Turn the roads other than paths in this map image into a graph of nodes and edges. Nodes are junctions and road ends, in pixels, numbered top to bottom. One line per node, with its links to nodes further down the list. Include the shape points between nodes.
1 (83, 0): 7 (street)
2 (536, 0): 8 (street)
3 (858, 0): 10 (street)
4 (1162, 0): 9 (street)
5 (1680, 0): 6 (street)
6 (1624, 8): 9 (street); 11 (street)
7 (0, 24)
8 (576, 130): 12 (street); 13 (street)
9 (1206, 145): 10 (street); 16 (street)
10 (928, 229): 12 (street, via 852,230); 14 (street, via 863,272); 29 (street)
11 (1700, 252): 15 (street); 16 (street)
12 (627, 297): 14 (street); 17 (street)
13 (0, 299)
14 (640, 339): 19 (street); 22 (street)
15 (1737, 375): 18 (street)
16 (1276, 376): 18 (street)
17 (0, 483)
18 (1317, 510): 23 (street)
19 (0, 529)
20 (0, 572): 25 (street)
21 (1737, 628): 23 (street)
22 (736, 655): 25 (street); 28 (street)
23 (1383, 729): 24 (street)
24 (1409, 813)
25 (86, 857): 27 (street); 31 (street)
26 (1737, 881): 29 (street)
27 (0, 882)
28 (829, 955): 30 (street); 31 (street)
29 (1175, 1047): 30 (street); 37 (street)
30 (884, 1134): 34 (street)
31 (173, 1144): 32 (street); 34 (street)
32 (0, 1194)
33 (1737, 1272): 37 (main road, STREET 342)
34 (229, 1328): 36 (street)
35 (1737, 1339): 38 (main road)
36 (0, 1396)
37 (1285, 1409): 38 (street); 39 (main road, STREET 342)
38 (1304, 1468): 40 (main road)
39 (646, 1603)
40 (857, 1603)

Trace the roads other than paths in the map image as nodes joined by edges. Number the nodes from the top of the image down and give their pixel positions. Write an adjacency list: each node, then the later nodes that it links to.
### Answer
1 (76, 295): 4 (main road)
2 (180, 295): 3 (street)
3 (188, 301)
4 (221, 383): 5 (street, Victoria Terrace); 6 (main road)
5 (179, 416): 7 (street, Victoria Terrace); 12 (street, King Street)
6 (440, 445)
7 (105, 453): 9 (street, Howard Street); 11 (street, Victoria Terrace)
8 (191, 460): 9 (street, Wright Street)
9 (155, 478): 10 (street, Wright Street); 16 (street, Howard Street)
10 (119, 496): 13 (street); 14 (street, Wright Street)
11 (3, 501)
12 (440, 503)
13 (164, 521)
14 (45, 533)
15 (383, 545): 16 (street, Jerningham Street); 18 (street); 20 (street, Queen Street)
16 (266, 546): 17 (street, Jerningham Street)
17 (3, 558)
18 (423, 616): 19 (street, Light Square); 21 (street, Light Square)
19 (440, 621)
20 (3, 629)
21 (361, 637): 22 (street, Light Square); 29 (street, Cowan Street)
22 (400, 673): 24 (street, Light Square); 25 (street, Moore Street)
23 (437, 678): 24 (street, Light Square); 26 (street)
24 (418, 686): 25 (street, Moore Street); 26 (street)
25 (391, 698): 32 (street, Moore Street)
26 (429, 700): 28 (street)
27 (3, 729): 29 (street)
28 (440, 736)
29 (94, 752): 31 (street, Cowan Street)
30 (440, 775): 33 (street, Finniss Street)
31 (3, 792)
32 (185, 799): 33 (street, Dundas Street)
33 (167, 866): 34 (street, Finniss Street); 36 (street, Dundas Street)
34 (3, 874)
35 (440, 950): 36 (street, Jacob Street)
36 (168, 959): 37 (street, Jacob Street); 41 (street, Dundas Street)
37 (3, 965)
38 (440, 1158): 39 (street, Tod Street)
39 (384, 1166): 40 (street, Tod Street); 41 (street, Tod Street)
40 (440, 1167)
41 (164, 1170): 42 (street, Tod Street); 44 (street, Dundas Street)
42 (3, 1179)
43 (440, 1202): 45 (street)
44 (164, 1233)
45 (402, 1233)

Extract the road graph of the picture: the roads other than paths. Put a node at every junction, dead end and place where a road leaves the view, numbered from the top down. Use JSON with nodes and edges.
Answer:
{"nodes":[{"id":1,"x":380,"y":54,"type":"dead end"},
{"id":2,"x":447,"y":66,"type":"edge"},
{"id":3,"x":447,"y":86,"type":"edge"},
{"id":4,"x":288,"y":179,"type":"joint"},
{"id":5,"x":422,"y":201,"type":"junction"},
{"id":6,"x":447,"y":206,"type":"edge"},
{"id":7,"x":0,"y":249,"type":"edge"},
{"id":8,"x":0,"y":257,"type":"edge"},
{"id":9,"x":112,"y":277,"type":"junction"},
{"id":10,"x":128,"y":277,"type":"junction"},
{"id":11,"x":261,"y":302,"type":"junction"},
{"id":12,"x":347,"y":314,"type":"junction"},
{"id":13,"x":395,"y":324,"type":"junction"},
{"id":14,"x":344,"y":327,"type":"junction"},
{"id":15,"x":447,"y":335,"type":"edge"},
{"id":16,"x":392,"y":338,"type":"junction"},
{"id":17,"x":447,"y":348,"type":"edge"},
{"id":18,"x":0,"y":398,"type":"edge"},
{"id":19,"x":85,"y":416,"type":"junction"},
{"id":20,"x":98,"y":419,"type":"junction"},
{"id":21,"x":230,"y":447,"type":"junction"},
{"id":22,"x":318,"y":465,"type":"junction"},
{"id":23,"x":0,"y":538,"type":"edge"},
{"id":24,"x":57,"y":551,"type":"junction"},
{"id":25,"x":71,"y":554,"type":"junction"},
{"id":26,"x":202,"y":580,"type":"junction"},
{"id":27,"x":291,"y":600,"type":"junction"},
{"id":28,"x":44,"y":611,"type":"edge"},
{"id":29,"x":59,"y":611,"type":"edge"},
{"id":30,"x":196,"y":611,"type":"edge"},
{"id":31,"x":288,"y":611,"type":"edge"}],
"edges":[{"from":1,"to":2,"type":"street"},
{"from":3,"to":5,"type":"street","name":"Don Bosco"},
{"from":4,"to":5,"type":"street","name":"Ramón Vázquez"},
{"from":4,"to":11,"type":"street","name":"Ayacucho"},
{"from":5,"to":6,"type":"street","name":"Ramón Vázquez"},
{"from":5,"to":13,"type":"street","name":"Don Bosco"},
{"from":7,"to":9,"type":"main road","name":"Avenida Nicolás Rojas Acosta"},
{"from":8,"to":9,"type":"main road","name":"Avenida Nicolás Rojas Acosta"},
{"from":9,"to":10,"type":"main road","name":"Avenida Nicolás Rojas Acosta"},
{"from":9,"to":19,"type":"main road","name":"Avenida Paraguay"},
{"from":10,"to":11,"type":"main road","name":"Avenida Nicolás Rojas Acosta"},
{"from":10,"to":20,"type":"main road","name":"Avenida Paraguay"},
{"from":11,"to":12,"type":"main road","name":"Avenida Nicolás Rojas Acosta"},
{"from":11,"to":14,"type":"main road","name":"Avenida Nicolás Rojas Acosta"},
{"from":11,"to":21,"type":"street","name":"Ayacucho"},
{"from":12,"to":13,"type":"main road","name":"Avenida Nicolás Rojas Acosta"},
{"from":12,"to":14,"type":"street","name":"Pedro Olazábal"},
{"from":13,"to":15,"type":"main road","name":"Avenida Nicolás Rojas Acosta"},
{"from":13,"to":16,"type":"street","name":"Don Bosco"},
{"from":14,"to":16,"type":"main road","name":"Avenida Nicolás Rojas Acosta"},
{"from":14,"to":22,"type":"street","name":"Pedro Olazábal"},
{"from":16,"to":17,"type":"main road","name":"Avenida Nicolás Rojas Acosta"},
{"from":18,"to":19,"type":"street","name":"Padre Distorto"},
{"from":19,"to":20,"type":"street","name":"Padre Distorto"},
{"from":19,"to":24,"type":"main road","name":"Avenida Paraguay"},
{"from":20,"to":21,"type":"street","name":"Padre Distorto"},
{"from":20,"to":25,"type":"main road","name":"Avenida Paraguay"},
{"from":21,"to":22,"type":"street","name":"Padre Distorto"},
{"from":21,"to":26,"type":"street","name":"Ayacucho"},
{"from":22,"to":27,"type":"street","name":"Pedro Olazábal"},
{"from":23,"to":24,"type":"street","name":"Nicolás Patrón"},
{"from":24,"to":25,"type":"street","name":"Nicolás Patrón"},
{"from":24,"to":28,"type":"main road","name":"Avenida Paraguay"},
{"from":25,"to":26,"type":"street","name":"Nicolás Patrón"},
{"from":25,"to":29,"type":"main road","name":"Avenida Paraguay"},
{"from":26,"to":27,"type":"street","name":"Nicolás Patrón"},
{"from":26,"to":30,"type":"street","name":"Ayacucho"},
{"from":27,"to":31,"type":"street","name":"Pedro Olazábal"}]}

----------------------------------------

**ACTION ITEM**.
Check the entries above for the word "Olazábal" and copy every line where it turns up.

**ANSWER BELOW**.
{"from":12,"to":14,"type":"street","name":"Pedro Olazábal"},
{"from":14,"to":22,"type":"street","name":"Pedro Olazábal"},
{"from":22,"to":27,"type":"street","name":"Pedro Olazábal"},
{"from":27,"to":31,"type":"street","name":"Pedro Olazábal"}]}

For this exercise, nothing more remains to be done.